For process goals to be repeatable, they must be sustainable. And for any process to be sustainable, joy is a necessary ingredient. It’s much easier to stay present and connected to something enjoyable than to something that is not. When devising process goals, don’t sacrifice joy.
But where to start? There are as many processes that bring about growth as there are runners. Perhaps it's making a nice flat line on your Strava weekly mileage graph, without the dreaded dip to 0km. Perhaps it's hitting a gym or pilates session twice a week. Perhaps it’s to do a hilly long run every week during the winter. Perhaps it’s to meet up with your running soul mate every week.
And then there are a few less obvious processes that might help spark joy and keep meaning in your runs – especially during these times of uncertainty.
One such would be practicing some daily self-compassion. Everything is a bit harder when you’re isolated and when the future is uncertain. Resilience is a great quality to have, but not at the expense of self-compassion. Next time you are overcome with anxiety about skipping that run because you’re just tired of it all and you can’t see the point - let it be.
Take a deep breath, cut yourself some slack, then try again the next day. It’s much more sustainable to ride the ebs and flows than to always fight them – especially when our mind is tired. Practice riding more, and fighting less. Aim to be as compassionate as you are resilient. Because we often end up more resilient if we are first compassionate.
"Everything is a bit harder when you’re isolated and when the future is uncertain. Resilience is a great quality to have, but not at the expense of self-compassion."

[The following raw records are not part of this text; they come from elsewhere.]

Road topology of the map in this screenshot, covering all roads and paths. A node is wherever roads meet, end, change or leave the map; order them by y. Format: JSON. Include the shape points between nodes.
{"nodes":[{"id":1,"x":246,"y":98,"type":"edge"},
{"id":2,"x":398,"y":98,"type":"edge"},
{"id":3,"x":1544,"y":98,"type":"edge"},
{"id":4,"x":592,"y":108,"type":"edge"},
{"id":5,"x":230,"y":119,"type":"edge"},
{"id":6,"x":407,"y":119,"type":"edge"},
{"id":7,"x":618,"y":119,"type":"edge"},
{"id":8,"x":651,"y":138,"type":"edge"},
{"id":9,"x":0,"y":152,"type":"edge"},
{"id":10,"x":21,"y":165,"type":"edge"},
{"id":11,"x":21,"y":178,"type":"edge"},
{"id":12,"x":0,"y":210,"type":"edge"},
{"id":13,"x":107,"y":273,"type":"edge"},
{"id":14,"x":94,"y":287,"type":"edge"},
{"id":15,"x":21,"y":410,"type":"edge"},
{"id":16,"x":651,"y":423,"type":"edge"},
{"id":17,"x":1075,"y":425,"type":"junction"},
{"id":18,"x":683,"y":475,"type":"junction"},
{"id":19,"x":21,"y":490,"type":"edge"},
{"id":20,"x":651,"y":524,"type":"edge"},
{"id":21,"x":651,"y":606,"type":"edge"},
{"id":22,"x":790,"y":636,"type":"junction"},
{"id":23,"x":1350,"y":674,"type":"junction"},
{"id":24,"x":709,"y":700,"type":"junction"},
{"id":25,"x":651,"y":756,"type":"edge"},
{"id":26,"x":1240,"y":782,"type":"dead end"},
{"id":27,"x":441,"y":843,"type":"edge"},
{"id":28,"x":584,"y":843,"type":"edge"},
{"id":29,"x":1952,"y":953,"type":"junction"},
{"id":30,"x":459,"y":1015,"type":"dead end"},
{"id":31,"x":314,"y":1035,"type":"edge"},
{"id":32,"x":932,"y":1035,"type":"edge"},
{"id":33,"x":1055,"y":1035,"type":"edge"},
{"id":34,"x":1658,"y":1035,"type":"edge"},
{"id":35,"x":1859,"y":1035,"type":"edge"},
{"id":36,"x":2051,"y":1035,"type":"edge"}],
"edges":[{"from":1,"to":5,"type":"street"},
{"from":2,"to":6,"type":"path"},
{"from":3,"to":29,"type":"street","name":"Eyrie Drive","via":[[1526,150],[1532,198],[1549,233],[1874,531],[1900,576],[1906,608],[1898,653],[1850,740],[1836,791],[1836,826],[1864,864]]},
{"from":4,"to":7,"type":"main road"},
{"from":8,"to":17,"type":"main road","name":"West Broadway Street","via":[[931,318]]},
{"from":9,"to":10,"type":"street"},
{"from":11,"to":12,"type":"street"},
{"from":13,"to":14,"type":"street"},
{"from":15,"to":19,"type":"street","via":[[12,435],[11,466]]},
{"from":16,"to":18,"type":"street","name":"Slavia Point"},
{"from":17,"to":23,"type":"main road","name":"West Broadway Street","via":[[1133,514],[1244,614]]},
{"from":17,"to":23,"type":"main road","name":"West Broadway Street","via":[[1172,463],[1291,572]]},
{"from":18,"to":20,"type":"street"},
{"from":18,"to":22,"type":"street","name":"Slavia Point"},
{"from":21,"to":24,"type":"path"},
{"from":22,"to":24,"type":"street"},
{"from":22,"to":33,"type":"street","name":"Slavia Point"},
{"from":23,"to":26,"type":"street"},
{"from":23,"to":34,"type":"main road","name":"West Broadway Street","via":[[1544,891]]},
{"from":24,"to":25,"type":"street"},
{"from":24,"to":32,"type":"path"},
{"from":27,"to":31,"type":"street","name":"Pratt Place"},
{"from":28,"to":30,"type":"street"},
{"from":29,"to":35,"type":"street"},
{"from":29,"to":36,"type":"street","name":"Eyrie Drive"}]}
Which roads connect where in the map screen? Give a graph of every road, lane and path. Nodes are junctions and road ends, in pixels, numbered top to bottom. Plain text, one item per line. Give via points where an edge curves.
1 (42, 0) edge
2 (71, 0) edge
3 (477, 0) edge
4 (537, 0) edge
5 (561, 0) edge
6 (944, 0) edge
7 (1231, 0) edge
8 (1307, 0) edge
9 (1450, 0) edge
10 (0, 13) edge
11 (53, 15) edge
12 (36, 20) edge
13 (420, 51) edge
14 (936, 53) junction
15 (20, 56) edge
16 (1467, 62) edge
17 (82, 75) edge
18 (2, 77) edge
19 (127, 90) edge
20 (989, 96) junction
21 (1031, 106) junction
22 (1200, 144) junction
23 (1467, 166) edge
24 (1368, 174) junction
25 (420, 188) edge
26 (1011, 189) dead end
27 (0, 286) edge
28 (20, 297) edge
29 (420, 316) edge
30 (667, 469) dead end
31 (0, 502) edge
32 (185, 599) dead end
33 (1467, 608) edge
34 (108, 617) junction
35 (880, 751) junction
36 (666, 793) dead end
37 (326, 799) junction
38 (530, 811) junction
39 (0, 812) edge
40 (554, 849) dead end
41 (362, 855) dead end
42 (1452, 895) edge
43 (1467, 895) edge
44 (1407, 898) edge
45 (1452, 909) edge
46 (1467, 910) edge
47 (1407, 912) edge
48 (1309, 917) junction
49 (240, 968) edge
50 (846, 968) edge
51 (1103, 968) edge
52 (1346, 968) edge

Another would be to practice and prioritise those runs that spark joy, and breed a sense of wonder and awe. Sometimes, they are forgotten at the expense of runs that are convenient. Joy, wonder, and awe might come from a place. A particular trail. Or it might come from a person. A run group. Or a rewarding brunch at the end of a run. Make these runs a habit. Make them a weekly tradition. Don’t skip them at the expense of what is most convenient. Mental and emotional fitness is just as important as physical fitness, and these sorts of runs can have a far greater impact on our mental wellbeing and the sustainability of our endeavours.
And at the risk of sounding like a broken record (see previous publications), practice being present on your runs. Observe the trees around you. Feel the wind on your face. Listen intently to your run buddy. Focus on the rep you are in, not the reps you still have to go. Hear that inner voice distracting you with your past and your future, but then tune it out. Stay here, and enjoy now. If your surroundings aren’t beautiful, remember that you are. Be in awe of your moving body. What a gift! Be with it.
If cancelled races have you asking “what’s the point?”, detach from the outcomes, and start investing in the processes. Even at the best of times, outcome goals rarely follow a linear pathway. We don’t always reach them on time. And they often include detours. Think of outcome goals more as a compass than a destination. You may veer off path, but it doesn’t mean failure. Hold onto the processes, enjoy them, and you’ll find your way back.